(Pose estimation data)
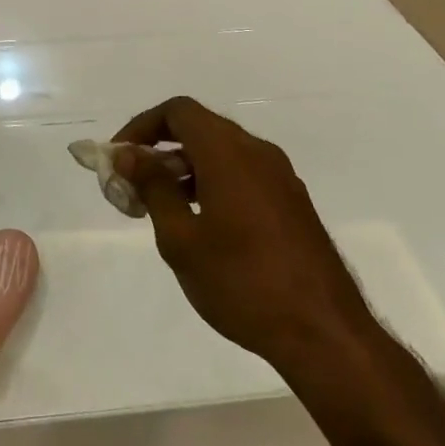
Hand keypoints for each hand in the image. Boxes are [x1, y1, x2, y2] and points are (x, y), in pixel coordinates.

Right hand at [112, 97, 375, 366]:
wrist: (325, 334)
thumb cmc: (242, 282)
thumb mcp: (181, 239)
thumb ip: (153, 188)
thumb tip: (129, 154)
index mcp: (228, 152)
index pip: (177, 111)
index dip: (141, 126)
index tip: (119, 158)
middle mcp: (257, 152)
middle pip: (199, 128)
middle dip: (160, 149)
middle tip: (133, 185)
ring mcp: (280, 177)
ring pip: (221, 152)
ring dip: (185, 167)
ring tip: (161, 208)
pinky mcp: (292, 202)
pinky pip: (242, 173)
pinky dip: (212, 182)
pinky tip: (200, 223)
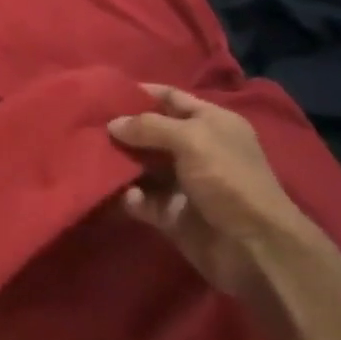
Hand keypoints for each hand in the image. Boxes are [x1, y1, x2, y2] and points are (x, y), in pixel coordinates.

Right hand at [108, 84, 329, 301]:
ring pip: (140, 165)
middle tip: (86, 124)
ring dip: (118, 162)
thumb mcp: (191, 140)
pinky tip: (119, 193)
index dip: (141, 92)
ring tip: (89, 155)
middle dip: (122, 128)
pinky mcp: (170, 213)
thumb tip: (112, 124)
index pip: (171, 98)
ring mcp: (182, 183)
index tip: (104, 92)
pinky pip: (140, 199)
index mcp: (212, 124)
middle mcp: (196, 150)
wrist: (254, 247)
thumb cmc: (228, 180)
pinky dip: (127, 196)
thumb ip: (149, 126)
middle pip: (150, 132)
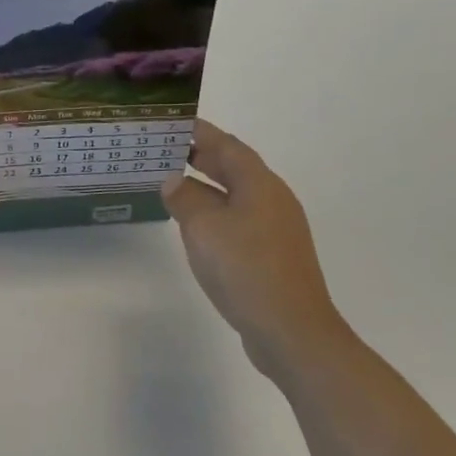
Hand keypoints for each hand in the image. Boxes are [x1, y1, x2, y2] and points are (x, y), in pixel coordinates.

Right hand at [161, 119, 349, 378]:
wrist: (291, 331)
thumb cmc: (245, 269)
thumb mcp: (203, 227)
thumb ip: (185, 198)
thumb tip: (174, 181)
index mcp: (260, 185)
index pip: (227, 146)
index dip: (200, 132)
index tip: (172, 123)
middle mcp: (272, 201)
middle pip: (234, 168)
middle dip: (201, 156)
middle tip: (165, 150)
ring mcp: (275, 230)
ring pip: (235, 196)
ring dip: (205, 186)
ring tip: (171, 185)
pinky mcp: (272, 256)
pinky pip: (237, 220)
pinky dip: (213, 213)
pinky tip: (194, 227)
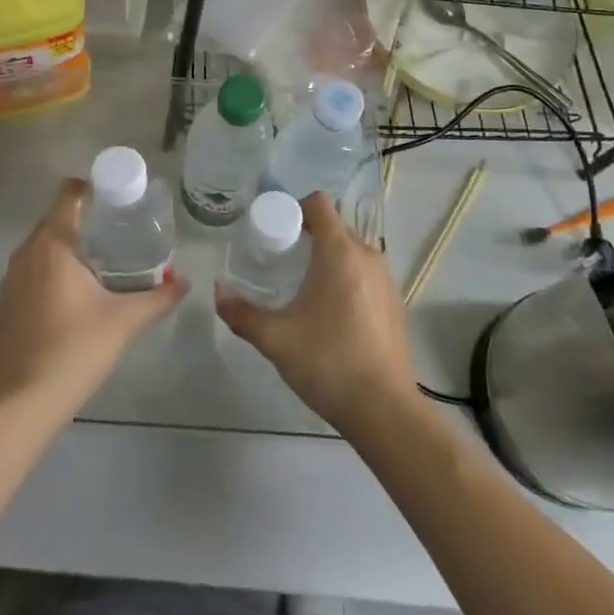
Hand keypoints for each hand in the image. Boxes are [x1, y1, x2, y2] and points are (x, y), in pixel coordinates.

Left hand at [0, 178, 185, 419]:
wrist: (24, 401)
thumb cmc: (76, 349)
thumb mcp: (124, 321)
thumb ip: (158, 297)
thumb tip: (185, 282)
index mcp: (53, 245)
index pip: (67, 195)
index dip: (90, 188)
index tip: (114, 198)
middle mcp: (25, 253)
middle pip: (54, 220)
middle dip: (82, 220)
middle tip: (116, 232)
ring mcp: (9, 279)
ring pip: (40, 247)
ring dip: (65, 249)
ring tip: (97, 262)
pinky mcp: (2, 304)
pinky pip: (28, 272)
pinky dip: (48, 272)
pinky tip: (70, 296)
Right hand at [215, 191, 417, 434]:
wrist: (385, 410)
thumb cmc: (328, 362)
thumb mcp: (275, 339)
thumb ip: (242, 313)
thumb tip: (218, 292)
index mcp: (340, 252)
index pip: (319, 203)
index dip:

• How to complete this task:
Write out exactly the final stretch of the records: the line containing "pinky pip: (28, 272)" and every line after it, through the last, and nothing else.

• Task output:
pinky pip: (28, 272)
pinky dip: (48, 272)
pinky tip: (70, 296)
Right hand at [215, 191, 417, 434]:
wrist: (385, 410)
thumb cmc: (328, 362)
thumb mcp: (275, 339)
thumb ip: (242, 313)
thumb tip: (218, 292)
index mcp: (340, 252)
index pip: (319, 203)
index dip:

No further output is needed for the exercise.